California judge closes courtroom in newspaper contempt case
(Editor's note: Hearings on a contempt-of-court charge against the Santa Cruz County Sentinel have been postponed because of the newspaper's request that the judge overseeing the case be removed. Santa Cruz County Superior Court Judge John Stevens agreed to wait until Sept. 22 so that the motion could be reviewed.)
A California judge has slammed the courtroom door shut in a local newspaper's contempt-of-court case, ordering both the press and the public to stay out.
Superior Court Judge Samuel Stevens issued the order July 30 in the court's case against the Santa Cruz County Sentinel, reporter Robin Musitelli and Mark Mendez, the father of a methadone-addicted baby. The charges were initiated last month after the newspaper published an article detailing Mendez's accusations against Child Protective Services. Mendez claims the agency lied to the court about the reasons for the baby's addiction.
The court charged the paper with publishing confidential information from court records, which is prohibited in juvenile cases. Although the contempt case does not directly involve the child, Stevens maintains that the closed courtroom is necessary to protect the child's rights.
“It's a dependency case, and juvenile cases are always closed to the public,” said Alex Calvo, a spokesman for the Santa Cruz County Court.
However, officials from both the Sentinel and the San Jose Mercury News are fighting to keep the court open, maintaining that members of the public and representatives of the press are guaranteed the right to attend a public trial.
“The First Amendment and California Constitution and California state law all create the right of access to public proceedings,” said James Chadwick, attorney for the Mercury News. “This also applies to contempt proceedings.”
Sentinel Editor Tom Honig says the case should not be treated as a juvenile issue, as the judge argues, but as a criminal issue, which would keep the court open. The U.S. Supreme Court has repeatedly said that criminal trials must be kept open to the public.
“I think that it's not the juvenile who is on trial here. It's what amounts to a criminal hearing against our newspaper, the father and the reporter,” he said.

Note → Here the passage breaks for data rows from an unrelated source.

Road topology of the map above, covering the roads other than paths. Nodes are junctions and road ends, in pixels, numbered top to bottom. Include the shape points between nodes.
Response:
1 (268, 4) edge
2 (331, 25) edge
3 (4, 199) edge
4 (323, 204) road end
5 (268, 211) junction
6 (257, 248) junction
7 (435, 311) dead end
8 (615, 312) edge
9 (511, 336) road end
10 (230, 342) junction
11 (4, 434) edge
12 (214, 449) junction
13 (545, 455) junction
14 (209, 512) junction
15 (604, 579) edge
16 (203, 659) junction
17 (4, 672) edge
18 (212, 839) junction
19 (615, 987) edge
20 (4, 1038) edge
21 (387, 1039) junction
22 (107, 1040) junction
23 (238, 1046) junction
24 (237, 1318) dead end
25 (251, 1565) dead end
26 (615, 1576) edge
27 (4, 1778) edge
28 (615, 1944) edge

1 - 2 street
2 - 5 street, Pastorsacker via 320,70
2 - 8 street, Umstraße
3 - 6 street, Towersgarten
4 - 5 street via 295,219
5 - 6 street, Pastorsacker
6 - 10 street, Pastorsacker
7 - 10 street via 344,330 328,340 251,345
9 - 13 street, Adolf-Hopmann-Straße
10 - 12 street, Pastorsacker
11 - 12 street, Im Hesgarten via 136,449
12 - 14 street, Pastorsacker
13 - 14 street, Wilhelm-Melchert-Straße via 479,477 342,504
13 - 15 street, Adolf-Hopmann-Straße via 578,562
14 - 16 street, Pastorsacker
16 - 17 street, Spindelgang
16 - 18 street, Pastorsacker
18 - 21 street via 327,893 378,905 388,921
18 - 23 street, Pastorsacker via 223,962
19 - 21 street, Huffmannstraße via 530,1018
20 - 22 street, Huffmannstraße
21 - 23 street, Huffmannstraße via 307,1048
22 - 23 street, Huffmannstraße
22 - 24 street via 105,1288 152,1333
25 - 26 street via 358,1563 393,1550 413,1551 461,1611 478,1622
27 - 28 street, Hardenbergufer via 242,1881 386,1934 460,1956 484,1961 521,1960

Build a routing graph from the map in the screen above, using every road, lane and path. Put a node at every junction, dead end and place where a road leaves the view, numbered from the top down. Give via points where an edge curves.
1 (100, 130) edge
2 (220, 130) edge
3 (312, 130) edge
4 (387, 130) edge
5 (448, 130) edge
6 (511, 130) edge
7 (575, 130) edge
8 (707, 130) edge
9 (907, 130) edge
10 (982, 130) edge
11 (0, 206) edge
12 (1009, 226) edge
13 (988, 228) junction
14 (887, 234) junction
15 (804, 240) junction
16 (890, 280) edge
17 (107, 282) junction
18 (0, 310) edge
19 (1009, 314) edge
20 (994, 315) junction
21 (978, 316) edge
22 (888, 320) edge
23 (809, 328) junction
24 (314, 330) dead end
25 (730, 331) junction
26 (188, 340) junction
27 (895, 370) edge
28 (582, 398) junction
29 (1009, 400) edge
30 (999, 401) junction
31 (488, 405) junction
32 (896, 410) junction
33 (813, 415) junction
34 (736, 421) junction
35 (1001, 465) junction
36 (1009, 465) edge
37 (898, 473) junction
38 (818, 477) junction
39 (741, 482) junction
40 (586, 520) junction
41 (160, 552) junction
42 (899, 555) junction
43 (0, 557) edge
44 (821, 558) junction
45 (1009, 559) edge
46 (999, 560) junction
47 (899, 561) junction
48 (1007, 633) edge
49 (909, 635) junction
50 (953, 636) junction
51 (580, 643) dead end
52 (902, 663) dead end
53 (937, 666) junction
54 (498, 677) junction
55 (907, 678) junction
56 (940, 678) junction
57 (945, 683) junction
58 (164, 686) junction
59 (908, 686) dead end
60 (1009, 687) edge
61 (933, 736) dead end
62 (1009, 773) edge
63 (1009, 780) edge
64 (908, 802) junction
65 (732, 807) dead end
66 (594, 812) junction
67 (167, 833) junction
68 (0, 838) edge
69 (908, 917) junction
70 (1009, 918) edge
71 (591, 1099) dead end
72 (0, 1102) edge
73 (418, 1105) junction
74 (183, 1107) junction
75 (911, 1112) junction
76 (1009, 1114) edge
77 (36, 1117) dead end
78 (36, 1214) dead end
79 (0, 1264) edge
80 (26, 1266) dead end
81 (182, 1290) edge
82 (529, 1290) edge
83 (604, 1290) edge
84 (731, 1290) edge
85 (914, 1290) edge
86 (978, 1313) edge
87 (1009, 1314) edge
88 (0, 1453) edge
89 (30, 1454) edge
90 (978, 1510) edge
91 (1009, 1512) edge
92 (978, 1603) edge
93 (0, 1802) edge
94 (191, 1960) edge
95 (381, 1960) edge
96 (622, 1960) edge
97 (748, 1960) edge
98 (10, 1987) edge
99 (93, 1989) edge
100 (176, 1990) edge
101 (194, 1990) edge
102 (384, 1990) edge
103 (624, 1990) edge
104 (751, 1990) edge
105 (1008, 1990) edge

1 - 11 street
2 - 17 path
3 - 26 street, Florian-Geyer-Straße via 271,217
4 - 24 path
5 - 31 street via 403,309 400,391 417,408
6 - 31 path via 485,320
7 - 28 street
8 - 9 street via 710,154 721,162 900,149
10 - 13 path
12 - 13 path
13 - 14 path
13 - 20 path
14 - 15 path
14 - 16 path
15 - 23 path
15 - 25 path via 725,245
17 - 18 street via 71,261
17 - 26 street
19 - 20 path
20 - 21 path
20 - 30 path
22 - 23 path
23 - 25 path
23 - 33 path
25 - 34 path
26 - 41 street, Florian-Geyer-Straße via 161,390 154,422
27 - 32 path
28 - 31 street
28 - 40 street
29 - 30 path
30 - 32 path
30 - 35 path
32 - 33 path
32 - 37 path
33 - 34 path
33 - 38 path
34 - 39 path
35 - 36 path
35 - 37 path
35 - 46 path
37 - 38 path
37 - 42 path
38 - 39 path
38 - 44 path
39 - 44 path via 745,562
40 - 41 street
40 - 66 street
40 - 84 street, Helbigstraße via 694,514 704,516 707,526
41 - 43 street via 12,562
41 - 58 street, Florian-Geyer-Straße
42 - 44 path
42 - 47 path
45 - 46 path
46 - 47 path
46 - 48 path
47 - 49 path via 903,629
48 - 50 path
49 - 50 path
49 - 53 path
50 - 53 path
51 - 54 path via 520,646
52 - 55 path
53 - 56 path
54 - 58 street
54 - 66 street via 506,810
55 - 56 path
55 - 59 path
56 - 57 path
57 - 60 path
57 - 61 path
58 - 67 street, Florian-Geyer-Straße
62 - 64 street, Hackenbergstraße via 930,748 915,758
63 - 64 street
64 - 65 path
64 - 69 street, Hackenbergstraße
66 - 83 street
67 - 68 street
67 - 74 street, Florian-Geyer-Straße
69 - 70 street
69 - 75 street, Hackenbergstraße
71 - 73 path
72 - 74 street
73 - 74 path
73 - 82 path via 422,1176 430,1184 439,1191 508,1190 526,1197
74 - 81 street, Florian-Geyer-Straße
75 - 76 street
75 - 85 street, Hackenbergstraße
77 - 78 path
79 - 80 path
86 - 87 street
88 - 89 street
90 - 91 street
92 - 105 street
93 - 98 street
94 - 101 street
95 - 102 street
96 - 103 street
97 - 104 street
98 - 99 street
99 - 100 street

Honig says that because his paper is an agent of the public, closing the courtroom would put him in a very precarious position.
“It makes me extremely uncomfortable as a newspaper — a representative of the public — to be part of a private hearing,” said Honig. “To be forced into court, then be forced into not reporting things that we witness, puts us into a horrible position.”
Stevens has agreed to listen to arguments from both papers on the closed-courtroom issue on Aug. 16.
Honig hopes that the judge will reconsider and drop the charges, but he says that the damage has already been done, as he has seen reporters begin to drop their investigations into controversial stories that need to be told.
“The prospect of walking into court and facing charges over something you've written is really a bad situation that no reporter wants to get into,” said Honig.
“I think as far as printing a story is concerned, to threaten us with jail time because of something we have written that they apparently don't like is the kind of fear-mongering that the Founding Fathers were trying to protect against,” he said.
A hearing on the contempt charges has been scheduled for Aug. 24.